The expected output is each line below containing "Palomas", copied in full.
***
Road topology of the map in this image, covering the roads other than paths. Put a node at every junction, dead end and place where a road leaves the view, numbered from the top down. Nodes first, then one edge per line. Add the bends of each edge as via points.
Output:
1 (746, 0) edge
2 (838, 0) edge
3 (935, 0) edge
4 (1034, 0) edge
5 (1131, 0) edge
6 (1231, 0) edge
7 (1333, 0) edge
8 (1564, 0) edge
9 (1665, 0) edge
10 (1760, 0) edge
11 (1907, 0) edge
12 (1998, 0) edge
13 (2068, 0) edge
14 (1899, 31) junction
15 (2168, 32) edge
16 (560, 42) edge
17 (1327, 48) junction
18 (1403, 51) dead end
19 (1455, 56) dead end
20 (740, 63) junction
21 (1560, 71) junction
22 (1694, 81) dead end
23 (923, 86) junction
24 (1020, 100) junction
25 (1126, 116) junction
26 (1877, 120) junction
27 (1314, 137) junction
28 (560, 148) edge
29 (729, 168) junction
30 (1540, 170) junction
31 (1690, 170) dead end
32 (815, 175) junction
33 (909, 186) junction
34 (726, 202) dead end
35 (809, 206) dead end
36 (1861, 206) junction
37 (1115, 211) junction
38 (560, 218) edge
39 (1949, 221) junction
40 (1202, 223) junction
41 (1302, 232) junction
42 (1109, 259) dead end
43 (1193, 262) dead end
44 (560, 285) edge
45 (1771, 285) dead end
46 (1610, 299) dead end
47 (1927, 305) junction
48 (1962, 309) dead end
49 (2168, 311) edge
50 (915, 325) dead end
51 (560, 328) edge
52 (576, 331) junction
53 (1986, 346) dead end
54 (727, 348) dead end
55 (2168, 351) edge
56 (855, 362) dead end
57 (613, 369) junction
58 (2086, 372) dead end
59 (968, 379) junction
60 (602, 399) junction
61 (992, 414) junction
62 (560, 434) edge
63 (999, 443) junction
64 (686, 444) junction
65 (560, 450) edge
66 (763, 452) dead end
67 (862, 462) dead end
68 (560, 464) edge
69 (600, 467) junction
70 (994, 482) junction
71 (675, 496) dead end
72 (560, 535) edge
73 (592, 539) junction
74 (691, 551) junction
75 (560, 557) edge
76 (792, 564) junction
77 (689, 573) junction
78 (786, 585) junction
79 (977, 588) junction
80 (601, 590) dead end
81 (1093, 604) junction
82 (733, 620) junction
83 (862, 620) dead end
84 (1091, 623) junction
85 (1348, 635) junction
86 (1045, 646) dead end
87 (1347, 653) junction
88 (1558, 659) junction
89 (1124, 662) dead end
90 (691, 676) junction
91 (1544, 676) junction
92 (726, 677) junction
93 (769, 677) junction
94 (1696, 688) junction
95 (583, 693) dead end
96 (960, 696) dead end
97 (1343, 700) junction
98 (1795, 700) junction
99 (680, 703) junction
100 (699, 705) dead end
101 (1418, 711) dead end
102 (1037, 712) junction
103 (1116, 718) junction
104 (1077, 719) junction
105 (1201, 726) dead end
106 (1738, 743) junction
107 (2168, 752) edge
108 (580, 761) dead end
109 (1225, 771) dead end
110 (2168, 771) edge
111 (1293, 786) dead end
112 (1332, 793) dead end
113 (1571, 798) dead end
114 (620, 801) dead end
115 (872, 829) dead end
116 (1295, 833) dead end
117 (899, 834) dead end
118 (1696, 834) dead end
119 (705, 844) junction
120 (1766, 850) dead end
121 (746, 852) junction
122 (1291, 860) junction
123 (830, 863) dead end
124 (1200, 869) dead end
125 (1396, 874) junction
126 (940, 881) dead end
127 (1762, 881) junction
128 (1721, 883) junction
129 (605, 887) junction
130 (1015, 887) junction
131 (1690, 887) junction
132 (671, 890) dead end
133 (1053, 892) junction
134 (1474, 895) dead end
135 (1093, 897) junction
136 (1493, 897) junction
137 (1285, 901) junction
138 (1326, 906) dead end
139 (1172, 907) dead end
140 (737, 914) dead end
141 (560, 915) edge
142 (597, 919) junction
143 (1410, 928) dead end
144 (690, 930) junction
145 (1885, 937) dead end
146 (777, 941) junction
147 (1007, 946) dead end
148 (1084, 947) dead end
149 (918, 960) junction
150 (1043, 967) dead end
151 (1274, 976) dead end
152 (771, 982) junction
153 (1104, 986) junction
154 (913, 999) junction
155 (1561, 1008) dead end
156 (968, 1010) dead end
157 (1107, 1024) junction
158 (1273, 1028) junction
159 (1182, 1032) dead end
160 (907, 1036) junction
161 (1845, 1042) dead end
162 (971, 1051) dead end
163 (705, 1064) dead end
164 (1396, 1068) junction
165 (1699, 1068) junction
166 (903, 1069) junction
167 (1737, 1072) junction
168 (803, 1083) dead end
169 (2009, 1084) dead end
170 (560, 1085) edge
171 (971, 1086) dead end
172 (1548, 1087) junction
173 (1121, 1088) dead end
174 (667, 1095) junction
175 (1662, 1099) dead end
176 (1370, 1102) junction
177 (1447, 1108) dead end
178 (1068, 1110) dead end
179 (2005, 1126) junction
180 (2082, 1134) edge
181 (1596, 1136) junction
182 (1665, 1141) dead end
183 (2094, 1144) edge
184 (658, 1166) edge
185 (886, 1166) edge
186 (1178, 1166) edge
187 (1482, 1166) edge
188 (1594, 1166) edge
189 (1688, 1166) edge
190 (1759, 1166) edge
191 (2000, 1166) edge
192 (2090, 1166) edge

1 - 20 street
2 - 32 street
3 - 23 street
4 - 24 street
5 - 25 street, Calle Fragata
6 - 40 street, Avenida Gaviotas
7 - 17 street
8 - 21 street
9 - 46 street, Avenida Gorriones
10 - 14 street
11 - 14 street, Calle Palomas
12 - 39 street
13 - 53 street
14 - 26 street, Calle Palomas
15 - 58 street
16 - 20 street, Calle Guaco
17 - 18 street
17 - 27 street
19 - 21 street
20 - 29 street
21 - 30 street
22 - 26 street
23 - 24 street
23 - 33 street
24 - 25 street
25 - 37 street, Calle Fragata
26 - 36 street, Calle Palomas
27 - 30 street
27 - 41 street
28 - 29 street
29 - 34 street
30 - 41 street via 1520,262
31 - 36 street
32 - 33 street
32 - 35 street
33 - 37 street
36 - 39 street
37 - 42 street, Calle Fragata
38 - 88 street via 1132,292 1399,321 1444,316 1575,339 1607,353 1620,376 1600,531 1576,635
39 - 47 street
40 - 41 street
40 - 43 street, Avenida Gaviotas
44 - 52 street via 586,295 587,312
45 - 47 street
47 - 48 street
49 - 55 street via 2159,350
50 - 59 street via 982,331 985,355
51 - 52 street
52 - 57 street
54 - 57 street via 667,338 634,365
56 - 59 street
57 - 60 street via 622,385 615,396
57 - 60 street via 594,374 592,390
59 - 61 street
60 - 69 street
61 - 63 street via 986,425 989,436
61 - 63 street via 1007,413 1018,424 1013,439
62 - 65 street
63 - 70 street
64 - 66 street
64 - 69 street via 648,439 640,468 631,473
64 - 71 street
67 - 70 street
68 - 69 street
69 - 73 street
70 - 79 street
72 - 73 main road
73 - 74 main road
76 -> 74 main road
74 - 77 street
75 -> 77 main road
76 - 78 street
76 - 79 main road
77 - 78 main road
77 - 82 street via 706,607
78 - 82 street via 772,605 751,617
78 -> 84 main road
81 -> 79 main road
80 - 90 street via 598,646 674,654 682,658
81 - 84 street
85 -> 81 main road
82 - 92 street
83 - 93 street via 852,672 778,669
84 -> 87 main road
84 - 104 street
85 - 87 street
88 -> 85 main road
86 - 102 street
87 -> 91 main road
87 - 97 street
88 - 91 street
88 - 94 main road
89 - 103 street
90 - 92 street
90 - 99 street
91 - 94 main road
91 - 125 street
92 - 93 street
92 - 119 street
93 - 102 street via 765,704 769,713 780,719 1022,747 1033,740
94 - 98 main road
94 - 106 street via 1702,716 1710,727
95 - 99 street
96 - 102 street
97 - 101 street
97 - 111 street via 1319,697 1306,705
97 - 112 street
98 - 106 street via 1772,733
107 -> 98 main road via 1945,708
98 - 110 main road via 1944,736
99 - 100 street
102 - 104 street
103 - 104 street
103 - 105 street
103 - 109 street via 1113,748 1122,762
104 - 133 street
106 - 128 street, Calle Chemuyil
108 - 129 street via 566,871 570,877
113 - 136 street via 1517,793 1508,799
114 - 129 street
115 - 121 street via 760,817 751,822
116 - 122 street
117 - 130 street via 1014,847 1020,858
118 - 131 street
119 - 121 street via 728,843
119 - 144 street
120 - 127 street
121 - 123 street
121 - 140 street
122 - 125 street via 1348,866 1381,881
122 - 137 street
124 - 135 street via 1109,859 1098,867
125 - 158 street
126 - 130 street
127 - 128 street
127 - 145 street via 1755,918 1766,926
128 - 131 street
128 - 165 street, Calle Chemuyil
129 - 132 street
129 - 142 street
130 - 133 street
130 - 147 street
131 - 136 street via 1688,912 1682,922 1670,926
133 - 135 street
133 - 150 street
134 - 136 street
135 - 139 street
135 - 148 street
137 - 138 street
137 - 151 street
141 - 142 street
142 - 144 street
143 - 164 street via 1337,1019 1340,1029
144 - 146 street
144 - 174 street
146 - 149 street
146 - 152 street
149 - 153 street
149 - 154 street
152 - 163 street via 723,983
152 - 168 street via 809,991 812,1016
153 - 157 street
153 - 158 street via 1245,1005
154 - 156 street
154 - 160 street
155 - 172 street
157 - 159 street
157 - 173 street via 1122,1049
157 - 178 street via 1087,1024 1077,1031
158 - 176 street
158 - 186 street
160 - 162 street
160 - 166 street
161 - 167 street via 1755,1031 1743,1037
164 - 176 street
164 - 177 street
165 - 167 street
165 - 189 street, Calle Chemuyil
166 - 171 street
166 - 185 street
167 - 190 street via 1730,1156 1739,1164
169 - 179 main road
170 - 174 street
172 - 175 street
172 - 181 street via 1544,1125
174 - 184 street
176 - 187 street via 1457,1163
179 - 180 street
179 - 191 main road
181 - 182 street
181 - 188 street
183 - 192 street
***
* Your response *
11 - 14 street, Calle Palomas
14 - 26 street, Calle Palomas
26 - 36 street, Calle Palomas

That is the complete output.